下痢や血便が見られた時に犬の身体に起きていること

寝ている犬
PicsbyFran

下痢や血便が生じたとき、犬はどういった状態なのでしょうか?その症状や原因についてご紹介します。

下痢のとき、犬の身体には何が起きているの?

下痢という状態は、水分含有量が増加し、通常よりも柔らかい便や液体状の便を排泄することを指します。

また便の中の水分含量により、軟便、泥状便、水様便に分類されます。下痢を起こす多くの病気では、腸の分泌過剰、透過性の亢進(こうしん)、腸の蠕動(ぜんどう)運動の変化など、さまざまな原因により糞便中の水分が増加します。

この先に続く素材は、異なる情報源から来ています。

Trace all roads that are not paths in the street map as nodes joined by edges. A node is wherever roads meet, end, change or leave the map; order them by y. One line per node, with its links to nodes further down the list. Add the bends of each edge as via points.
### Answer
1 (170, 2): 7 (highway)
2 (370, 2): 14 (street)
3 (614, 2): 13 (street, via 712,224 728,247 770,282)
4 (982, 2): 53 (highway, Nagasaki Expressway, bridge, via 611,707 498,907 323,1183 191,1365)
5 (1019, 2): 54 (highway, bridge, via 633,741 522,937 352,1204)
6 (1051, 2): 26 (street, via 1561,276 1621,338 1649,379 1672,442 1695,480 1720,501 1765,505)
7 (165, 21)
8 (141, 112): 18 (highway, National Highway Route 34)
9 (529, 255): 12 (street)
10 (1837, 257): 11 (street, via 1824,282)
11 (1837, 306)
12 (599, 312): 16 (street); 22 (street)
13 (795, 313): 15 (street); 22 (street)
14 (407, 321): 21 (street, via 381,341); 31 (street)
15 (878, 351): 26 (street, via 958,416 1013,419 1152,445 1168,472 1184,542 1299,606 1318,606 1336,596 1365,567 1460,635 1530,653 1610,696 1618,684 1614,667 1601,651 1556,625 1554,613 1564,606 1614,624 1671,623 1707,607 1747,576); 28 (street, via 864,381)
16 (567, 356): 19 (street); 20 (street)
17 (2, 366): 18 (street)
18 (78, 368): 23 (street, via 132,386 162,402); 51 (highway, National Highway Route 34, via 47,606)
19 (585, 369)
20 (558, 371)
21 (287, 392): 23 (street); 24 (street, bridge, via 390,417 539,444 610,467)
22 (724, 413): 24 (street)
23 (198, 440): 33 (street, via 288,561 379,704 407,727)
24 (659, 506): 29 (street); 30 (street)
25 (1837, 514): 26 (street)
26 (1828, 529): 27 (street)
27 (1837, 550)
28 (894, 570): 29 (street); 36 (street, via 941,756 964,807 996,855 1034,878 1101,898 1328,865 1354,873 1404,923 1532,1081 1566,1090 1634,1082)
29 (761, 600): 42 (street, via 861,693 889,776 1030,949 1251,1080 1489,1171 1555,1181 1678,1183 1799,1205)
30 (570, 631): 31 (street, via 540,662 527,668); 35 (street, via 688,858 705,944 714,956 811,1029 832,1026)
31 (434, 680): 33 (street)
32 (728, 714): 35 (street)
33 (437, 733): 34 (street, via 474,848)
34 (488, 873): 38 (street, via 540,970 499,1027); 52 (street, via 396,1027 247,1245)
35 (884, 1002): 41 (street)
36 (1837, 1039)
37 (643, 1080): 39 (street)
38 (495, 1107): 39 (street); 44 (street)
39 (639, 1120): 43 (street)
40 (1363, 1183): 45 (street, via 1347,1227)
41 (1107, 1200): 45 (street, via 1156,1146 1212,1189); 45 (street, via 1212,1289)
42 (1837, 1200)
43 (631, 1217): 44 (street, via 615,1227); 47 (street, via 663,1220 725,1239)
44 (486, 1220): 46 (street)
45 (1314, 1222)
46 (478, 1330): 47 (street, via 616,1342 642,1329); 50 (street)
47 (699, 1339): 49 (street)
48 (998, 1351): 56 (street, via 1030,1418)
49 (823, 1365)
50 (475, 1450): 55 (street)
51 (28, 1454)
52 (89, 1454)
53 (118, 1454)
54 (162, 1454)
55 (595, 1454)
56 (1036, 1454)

腸の分泌過剰は、腸の細菌疾患で多く見られ、その結果、腸粘膜の水分分泌と吸収のバランスが崩れ、水分を吸収する能力を持つ腸の吸収能力を上回る過剰分泌により下痢になってしまいます。

透過性の亢進は、腸の中に非吸収性の物質が増加することにより、腸管内の浸透圧が上昇して起こります。

運動性の変化は、亢進であれば、水分の吸収が妨げられ、十分な消化が受けられないために、細菌の発酵産物により腸管内容物の浸透圧の上昇や腸管の刺激を招き、糞便の水分含有量が上昇します。逆に低下すると、消化管内細菌の変化が生じ、異常発酵となり粘膜刺激が引き起こされます。

血便とは?

血便は赤い色調の「鮮血便」、真っ黒い「タール状便」に分けられます。一般に上部消化管(胃や小腸など)での出血は、黒色便(タール状便)、下部消化管(大腸や肛門付近)での出血は鮮血便となります。

犬の下痢・血便の原因と検査方法

寝ている犬
sweetlouise

診断の流れ

獣医師が下痢の動物を診るときに、まずは問題の部位が「小腸なのか大腸なのか」を鑑別します。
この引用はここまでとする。